§ EXERCISE DESCRIPTION
What is needed here is an exact copy of every entry.

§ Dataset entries
+++

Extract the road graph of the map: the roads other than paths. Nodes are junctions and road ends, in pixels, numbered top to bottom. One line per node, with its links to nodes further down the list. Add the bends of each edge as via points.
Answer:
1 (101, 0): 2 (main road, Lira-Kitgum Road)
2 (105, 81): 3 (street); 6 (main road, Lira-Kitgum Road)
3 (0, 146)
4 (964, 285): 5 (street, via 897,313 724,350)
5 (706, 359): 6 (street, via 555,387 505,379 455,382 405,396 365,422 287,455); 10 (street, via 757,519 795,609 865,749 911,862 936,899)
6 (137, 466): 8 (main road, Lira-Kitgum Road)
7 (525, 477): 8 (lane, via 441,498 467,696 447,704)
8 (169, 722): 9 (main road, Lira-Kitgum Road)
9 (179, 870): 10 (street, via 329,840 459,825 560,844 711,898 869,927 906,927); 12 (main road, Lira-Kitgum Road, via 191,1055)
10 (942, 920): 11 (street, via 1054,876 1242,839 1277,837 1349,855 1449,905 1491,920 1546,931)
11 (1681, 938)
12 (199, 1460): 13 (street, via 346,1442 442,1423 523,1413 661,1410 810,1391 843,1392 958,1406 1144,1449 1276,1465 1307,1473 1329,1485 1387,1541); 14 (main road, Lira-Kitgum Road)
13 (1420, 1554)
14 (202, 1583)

+++

§ RESPONSE FOR THIS EXERCISE
Extract the road graph of the map: the roads other than paths. Nodes are junctions and road ends, in pixels, numbered top to bottom. One line per node, with its links to nodes further down the list. Add the bends of each edge as via points.
Answer:
1 (101, 0): 2 (main road, Lira-Kitgum Road)
2 (105, 81): 3 (street); 6 (main road, Lira-Kitgum Road)
3 (0, 146)
4 (964, 285): 5 (street, via 897,313 724,350)
5 (706, 359): 6 (street, via 555,387 505,379 455,382 405,396 365,422 287,455); 10 (street, via 757,519 795,609 865,749 911,862 936,899)
6 (137, 466): 8 (main road, Lira-Kitgum Road)
7 (525, 477): 8 (lane, via 441,498 467,696 447,704)
8 (169, 722): 9 (main road, Lira-Kitgum Road)
9 (179, 870): 10 (street, via 329,840 459,825 560,844 711,898 869,927 906,927); 12 (main road, Lira-Kitgum Road, via 191,1055)
10 (942, 920): 11 (street, via 1054,876 1242,839 1277,837 1349,855 1449,905 1491,920 1546,931)
11 (1681, 938)
12 (199, 1460): 13 (street, via 346,1442 442,1423 523,1413 661,1410 810,1391 843,1392 958,1406 1144,1449 1276,1465 1307,1473 1329,1485 1387,1541); 14 (main road, Lira-Kitgum Road)
13 (1420, 1554)
14 (202, 1583)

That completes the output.